Collected data entries.

·····

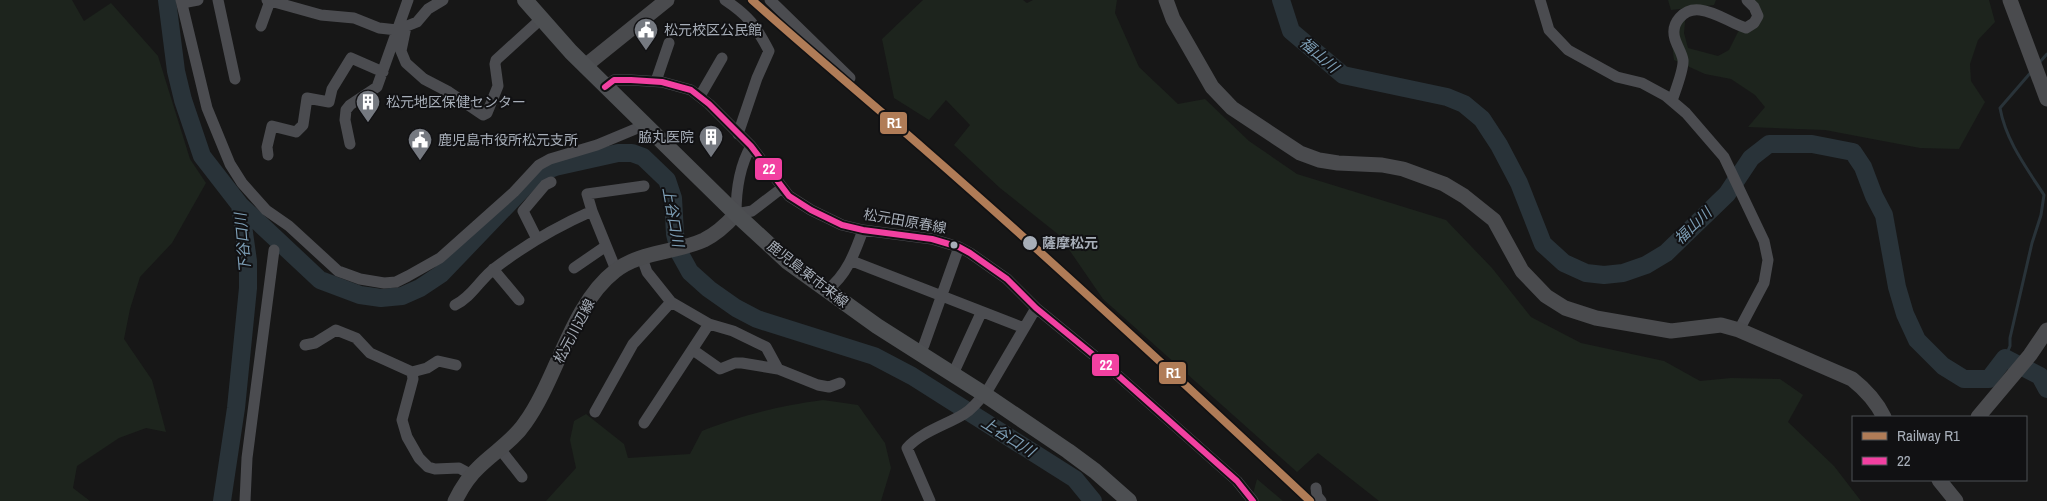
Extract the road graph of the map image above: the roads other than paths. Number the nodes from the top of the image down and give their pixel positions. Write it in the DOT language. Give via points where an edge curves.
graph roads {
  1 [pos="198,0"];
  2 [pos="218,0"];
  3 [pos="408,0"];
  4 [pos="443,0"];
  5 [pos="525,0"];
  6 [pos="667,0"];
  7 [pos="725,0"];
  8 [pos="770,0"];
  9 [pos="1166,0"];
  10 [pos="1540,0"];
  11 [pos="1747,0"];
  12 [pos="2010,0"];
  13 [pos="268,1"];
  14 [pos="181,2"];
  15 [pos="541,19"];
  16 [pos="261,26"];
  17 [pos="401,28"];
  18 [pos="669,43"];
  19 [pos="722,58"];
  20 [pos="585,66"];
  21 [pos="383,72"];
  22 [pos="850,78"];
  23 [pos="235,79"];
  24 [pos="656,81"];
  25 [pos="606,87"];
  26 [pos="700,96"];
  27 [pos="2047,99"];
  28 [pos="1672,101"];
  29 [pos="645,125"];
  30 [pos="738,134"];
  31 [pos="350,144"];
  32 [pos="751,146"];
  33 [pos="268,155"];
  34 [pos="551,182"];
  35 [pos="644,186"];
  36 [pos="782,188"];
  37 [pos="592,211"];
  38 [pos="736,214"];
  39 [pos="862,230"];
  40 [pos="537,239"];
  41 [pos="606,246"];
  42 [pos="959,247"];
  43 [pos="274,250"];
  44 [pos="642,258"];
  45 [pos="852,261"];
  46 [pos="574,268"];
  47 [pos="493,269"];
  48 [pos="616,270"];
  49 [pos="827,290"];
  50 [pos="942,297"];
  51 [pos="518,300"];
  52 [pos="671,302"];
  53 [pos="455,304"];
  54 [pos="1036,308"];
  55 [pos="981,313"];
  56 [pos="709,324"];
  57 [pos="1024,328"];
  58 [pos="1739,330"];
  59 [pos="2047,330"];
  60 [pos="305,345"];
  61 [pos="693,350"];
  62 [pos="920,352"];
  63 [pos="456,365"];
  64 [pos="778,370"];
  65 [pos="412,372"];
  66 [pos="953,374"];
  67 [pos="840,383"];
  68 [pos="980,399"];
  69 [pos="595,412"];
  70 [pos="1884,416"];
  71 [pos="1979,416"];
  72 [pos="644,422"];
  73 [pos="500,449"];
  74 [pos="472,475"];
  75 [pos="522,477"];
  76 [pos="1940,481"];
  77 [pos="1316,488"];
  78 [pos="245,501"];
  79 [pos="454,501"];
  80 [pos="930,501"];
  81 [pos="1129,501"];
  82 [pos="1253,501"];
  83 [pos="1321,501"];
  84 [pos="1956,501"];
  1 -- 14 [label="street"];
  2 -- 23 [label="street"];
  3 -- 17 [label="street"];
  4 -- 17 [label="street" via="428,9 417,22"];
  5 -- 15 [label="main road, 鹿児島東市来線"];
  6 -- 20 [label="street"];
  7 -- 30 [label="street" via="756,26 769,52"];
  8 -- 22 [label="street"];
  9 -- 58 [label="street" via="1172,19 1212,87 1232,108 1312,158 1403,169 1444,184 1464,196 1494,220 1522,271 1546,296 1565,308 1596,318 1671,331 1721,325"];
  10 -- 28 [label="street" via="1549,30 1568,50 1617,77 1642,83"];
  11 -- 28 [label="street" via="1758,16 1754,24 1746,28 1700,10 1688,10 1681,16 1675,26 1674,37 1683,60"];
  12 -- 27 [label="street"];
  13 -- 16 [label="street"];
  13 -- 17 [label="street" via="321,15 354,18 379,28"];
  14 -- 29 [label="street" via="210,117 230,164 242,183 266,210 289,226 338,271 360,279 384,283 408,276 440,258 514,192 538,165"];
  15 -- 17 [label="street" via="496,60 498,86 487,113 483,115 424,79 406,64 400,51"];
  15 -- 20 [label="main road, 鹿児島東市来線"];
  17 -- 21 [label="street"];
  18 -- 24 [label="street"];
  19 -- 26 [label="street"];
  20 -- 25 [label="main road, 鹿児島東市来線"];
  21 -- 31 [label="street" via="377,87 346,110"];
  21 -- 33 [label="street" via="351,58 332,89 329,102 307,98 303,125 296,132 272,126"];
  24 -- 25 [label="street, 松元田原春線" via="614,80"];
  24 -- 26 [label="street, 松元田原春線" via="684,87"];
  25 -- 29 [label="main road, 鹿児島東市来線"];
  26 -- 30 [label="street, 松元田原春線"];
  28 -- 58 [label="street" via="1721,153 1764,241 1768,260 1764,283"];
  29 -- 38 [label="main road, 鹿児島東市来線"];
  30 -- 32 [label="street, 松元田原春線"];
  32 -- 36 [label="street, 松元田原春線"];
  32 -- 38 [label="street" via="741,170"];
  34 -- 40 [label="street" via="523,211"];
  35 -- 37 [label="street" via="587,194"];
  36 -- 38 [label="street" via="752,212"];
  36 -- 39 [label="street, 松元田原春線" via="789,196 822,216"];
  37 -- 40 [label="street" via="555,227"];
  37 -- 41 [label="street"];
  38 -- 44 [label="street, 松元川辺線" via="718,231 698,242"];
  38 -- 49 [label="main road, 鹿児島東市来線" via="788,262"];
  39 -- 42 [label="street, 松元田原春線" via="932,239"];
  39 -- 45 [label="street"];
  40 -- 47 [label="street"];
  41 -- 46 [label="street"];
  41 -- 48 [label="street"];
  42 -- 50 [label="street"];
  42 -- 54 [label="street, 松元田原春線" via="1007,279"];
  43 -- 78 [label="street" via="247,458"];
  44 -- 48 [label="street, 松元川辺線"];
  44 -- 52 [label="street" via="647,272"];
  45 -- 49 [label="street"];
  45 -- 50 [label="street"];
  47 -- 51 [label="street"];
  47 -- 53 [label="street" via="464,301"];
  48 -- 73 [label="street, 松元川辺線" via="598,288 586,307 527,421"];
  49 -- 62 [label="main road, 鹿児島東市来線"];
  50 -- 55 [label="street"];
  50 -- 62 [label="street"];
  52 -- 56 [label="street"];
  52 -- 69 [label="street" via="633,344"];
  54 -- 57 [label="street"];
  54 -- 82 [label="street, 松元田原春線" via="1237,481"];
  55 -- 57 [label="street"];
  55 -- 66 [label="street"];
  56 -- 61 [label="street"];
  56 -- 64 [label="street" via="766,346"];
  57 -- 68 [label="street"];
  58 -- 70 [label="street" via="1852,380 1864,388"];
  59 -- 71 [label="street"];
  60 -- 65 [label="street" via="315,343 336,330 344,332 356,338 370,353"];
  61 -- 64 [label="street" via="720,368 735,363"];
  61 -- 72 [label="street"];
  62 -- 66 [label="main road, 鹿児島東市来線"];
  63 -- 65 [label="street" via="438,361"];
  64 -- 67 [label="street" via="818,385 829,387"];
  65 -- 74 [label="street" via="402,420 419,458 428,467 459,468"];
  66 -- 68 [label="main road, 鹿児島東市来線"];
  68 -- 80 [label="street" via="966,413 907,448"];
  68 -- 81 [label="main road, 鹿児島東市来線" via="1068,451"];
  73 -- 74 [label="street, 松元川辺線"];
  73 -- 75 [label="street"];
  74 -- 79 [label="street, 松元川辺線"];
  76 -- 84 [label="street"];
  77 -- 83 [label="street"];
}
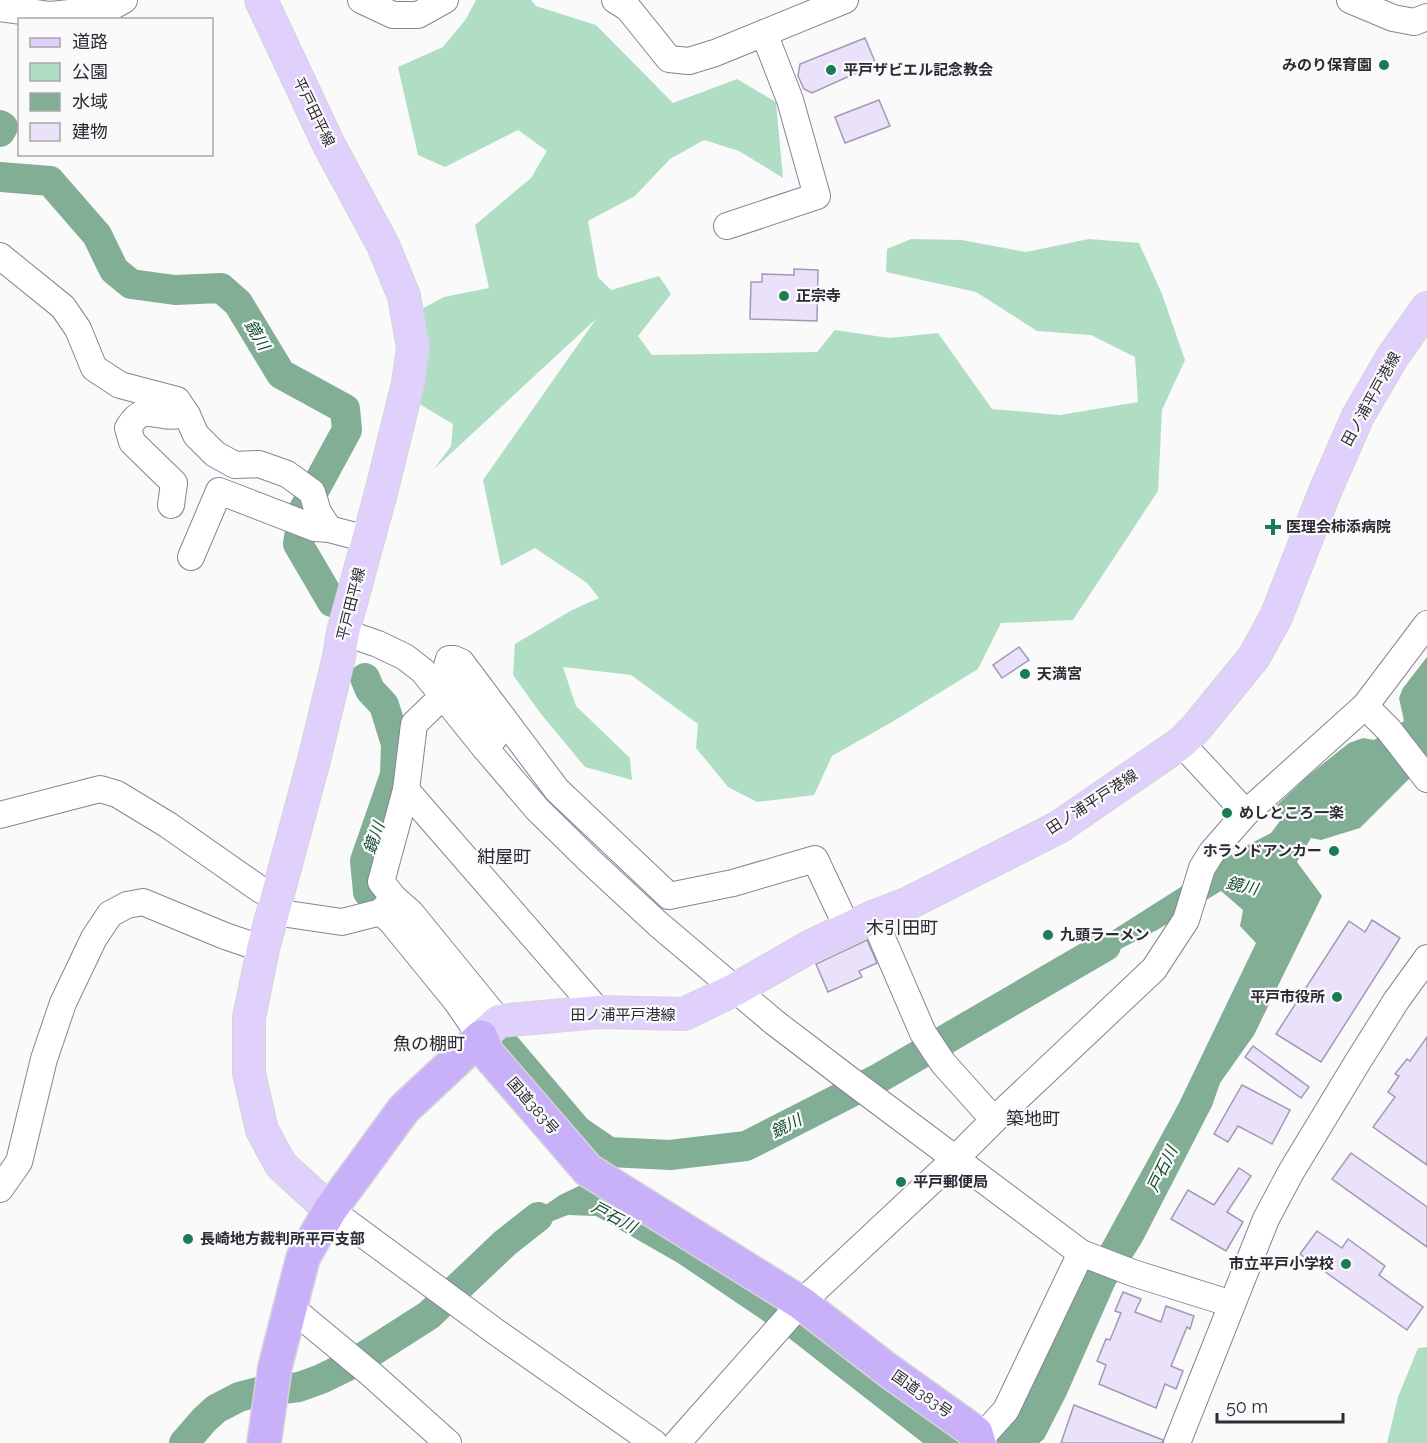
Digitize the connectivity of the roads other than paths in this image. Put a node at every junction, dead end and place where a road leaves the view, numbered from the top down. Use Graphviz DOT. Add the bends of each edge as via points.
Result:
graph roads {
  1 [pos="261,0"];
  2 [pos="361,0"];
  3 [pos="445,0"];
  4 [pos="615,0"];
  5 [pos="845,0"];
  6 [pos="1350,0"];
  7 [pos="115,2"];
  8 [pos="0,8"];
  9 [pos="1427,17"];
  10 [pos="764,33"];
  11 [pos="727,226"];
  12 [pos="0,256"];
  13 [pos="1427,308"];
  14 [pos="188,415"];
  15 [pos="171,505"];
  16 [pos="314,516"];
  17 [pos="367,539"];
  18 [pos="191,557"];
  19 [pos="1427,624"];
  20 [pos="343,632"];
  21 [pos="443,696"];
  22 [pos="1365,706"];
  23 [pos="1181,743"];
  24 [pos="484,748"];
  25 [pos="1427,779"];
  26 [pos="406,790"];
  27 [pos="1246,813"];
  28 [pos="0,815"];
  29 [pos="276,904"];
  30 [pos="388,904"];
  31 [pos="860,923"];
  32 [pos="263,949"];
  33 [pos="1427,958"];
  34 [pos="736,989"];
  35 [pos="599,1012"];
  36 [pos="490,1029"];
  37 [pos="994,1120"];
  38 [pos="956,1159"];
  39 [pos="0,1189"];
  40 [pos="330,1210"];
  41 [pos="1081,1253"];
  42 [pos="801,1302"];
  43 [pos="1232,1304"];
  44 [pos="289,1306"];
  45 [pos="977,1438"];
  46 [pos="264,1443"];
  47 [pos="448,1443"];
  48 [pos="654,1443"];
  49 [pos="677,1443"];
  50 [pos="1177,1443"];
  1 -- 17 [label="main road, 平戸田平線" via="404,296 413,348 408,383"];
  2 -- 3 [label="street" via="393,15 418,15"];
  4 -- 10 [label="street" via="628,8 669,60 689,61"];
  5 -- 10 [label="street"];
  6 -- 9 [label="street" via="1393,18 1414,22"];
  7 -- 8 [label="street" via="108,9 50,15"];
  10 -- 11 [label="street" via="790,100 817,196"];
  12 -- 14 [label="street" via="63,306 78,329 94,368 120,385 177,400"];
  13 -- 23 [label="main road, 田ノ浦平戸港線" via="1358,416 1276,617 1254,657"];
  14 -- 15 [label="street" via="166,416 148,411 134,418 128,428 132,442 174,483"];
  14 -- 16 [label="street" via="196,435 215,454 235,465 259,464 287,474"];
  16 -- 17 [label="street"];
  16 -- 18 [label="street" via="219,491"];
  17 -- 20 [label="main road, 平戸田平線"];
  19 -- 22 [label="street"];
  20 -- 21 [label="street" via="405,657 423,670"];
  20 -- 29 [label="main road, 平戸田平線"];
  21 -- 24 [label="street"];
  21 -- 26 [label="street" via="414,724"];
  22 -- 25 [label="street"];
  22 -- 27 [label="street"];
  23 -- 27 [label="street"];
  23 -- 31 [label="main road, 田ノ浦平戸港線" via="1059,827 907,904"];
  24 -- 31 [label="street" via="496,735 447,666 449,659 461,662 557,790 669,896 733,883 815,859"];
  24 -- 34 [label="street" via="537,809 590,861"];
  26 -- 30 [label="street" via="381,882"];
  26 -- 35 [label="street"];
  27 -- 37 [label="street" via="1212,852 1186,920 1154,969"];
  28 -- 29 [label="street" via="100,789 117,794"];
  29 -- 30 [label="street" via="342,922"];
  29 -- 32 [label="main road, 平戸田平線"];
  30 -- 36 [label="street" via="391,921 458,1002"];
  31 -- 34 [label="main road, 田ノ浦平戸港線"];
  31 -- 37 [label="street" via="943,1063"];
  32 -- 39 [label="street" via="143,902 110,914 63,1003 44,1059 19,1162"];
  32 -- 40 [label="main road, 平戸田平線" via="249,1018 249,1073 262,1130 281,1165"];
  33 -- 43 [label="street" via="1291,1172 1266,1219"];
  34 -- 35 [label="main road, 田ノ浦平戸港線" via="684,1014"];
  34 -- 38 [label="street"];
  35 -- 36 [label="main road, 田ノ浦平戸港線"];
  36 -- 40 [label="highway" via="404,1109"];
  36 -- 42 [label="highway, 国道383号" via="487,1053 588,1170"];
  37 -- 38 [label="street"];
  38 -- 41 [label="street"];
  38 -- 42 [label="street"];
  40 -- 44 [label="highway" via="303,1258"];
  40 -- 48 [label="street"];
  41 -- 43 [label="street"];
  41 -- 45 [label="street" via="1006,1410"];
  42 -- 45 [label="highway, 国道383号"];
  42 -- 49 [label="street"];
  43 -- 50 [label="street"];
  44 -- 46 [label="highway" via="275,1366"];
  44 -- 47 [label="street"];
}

·····

WHAT IS BEING ASKED. Return a copy of each line in the entries that carries the string "where".

PROBLEM SOLUTION.
Extract the road graph of the map image above: the roads other than paths. Number the nodes from the top of the image down and give their pixel positions. Write it in the DOT language. Give via points where an edge curves.
Digitize the connectivity of the roads other than paths in this image. Put a node at every junction, dead end and place where a road leaves the view, numbered from the top down. Use Graphviz DOT. Add the bends of each edge as via points.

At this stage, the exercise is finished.